What you are asked to do> Look over the entries that follow. Report how many lines contain "their", with nothing else.

Saved data entries>
※

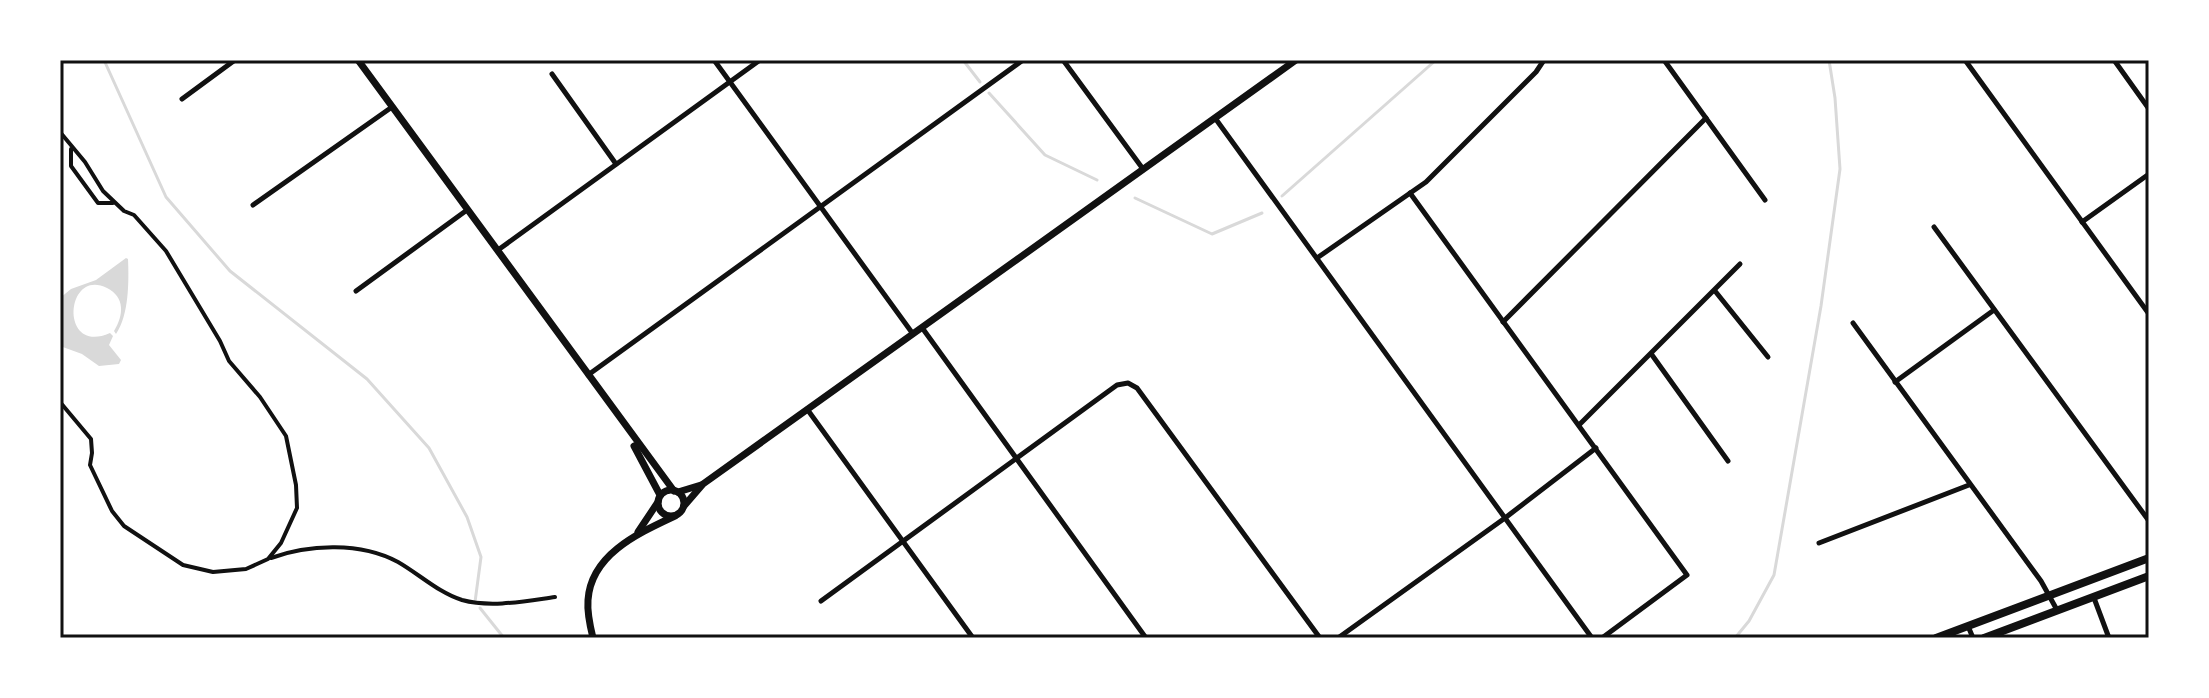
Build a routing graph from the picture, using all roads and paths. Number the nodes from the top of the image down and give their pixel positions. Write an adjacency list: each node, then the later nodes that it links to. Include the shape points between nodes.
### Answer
1 (235, 60): 14 (street)
2 (358, 60): 15 (main road)
3 (714, 60): 13 (street)
4 (760, 60): 13 (street)
5 (1023, 60): 28 (street)
6 (1063, 60): 22 (street)
7 (1296, 60): 17 (main road)
8 (1544, 60): 24 (street)
9 (1664, 60): 18 (street)
10 (1965, 60): 30 (street)
11 (2114, 60): 16 (street)
12 (552, 74): 21 (street)
13 (730, 82): 21 (street); 28 (street)
14 (182, 99)
15 (392, 107): 27 (street); 29 (main road)
16 (2149, 109)
17 (1215, 117): 22 (main road); 33 (street)
18 (1706, 118): 25 (street); 39 (street)
19 (60, 132): 20 (street)
20 (71, 147): 26 (street); 26 (street, via 71,166 98,203)
21 (616, 164): 32 (street)
22 (1143, 169): 41 (main road)
23 (2149, 174): 30 (street)
24 (1410, 193): 33 (street); 39 (street)
25 (1765, 200)
26 (113, 203): 66 (street, via 134,215 166,251 229,361 286,436 297,508)
27 (253, 205)
28 (820, 206): 42 (street); 45 (street)
29 (467, 210): 32 (main road); 35 (street)
30 (2082, 222): 38 (street)
31 (1934, 227): 37 (street)
32 (497, 250): 45 (main road)
33 (1317, 258): 60 (street)
34 (1740, 264): 36 (street)
35 (356, 291)
36 (1715, 291): 43 (street); 44 (street)
37 (1994, 310): 46 (street); 61 (street)
38 (2149, 314)
39 (1503, 322): 49 (street)
40 (1853, 323): 46 (street)
41 (923, 329): 42 (main road); 52 (street)
42 (914, 335): 48 (main road)
43 (1652, 355): 49 (street); 53 (street)
44 (1768, 357)
45 (587, 375): 50 (main road)
46 (1895, 382): 55 (street)
47 (60, 402): 66 (street, via 91,439 90,465 124,526 183,565 213,572 246,569)
48 (807, 409): 54 (main road); 63 (street)
49 (1579, 425): 51 (street)
50 (624, 426): 56 (main road); 57 (main road)
51 (1596, 448): 60 (street); 80 (street, via 1687,575)
52 (1017, 459): 63 (street); 76 (street); 77 (street, via 1117,385 1137,388)
53 (1728, 461)
54 (703, 484): 56 (main road); 58 (main road)
55 (1969, 485): 64 (street); 69 (street)
56 (676, 492): 57 (main road); 58 (main road)
57 (659, 499): 59 (main road, via 663,514); 62 (main road)
58 (684, 506): 59 (main road)
59 (675, 516): 62 (main road)
60 (1505, 518): 78 (street); 79 (street)
61 (2149, 521)
62 (637, 534): 74 (main road, via 593,576 588,601)
63 (904, 542): 71 (street); 75 (street)
64 (1819, 543)
65 (2149, 558): 69 (main road)
66 (268, 559): 68 (street, via 308,548 358,550 395,560 443,591 472,602)
67 (2149, 576): 70 (main road)
68 (555, 597)
69 (2051, 597): 72 (street); 73 (main road)
70 (2093, 597): 72 (main road); 84 (street)
71 (821, 601)
72 (2057, 610): 83 (main road)
73 (1968, 626): 81 (main road); 82 (street)
74 (593, 638)
75 (973, 638)
76 (1146, 638)
77 (1320, 638)
78 (1338, 638)
79 (1592, 638)
80 (1602, 638)
81 (1936, 638)
82 (1973, 638)
83 (1984, 638)
84 (2109, 638)

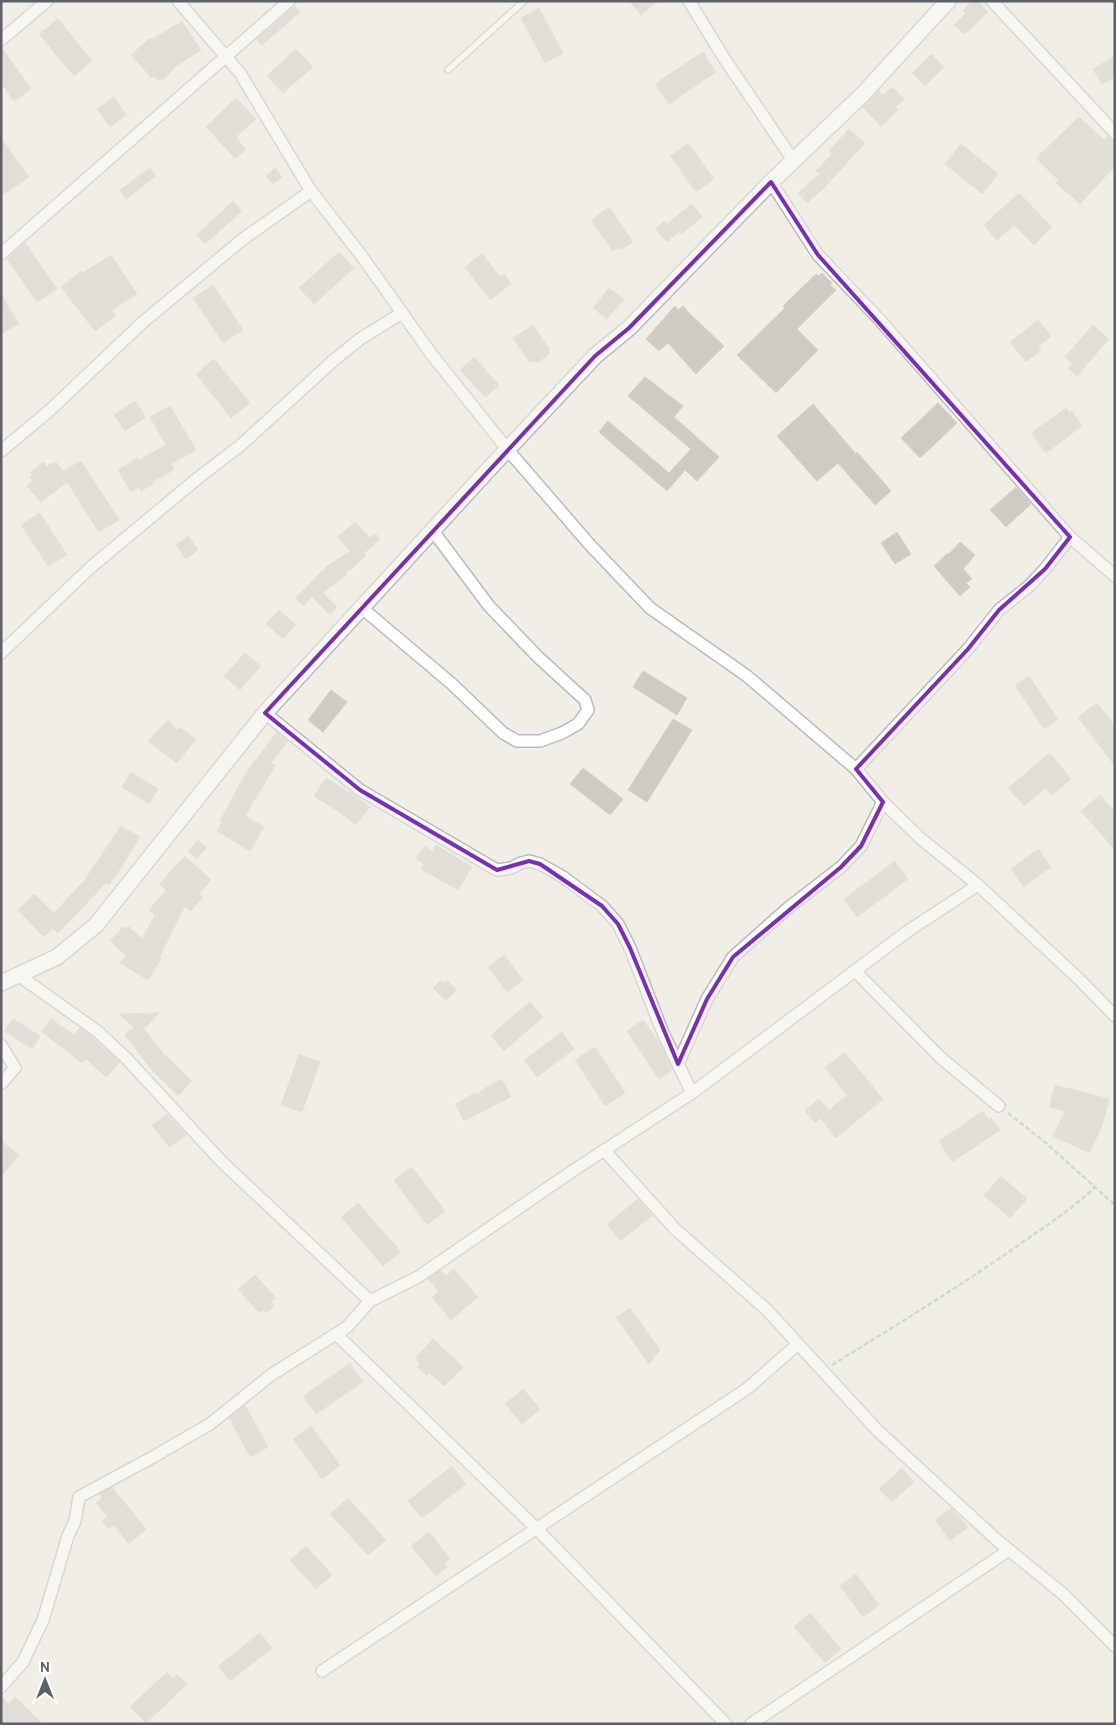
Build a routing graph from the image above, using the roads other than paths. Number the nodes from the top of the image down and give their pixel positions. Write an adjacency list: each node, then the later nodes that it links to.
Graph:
1 (47, 1): 8 (street)
2 (178, 1): 9 (street)
3 (289, 1): 9 (street)
4 (524, 1): 10 (lane)
5 (689, 1): 12 (street)
6 (948, 1): 12 (street)
7 (992, 1): 11 (street)
8 (1, 40)
9 (225, 57): 14 (street); 15 (street)
10 (448, 70)
11 (1115, 133)
12 (793, 160): 13 (street)
13 (771, 182): 17 (street); 20 (street)
14 (311, 191): 16 (street); 18 (street)
15 (1, 254)
16 (402, 313): 17 (street); 23 (street)
17 (508, 450): 19 (street); 25 (street)
18 (1, 451)
19 (434, 531): 22 (street); 22 (street)
20 (1070, 537): 21 (street); 25 (street)
21 (1115, 576)
22 (362, 608): 24 (street)
23 (1, 652)
24 (265, 713): 29 (street); 33 (street)
25 (856, 769): 26 (street)
26 (883, 802): 27 (street); 33 (street)
27 (978, 885): 28 (street); 31 (street)
28 (855, 971): 35 (street); 36 (street)
29 (18, 975): 30 (street); 38 (street)
30 (1, 983)
31 (1115, 1016)
32 (1, 1045): 34 (street)
33 (678, 1064): 35 (street)
34 (1, 1084)
35 (692, 1093): 37 (street)
36 (999, 1106)
37 (604, 1150): 38 (street); 40 (street)
38 (370, 1301): 39 (street)
39 (336, 1334): 41 (street); 45 (street)
40 (798, 1344): 41 (street); 42 (street)
41 (536, 1528): 44 (street); 46 (street)
42 (1009, 1550): 43 (street); 47 (street)
43 (1115, 1646)
44 (322, 1671)
45 (1, 1687)
46 (726, 1724)
47 (751, 1724)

※

Problem solution> 2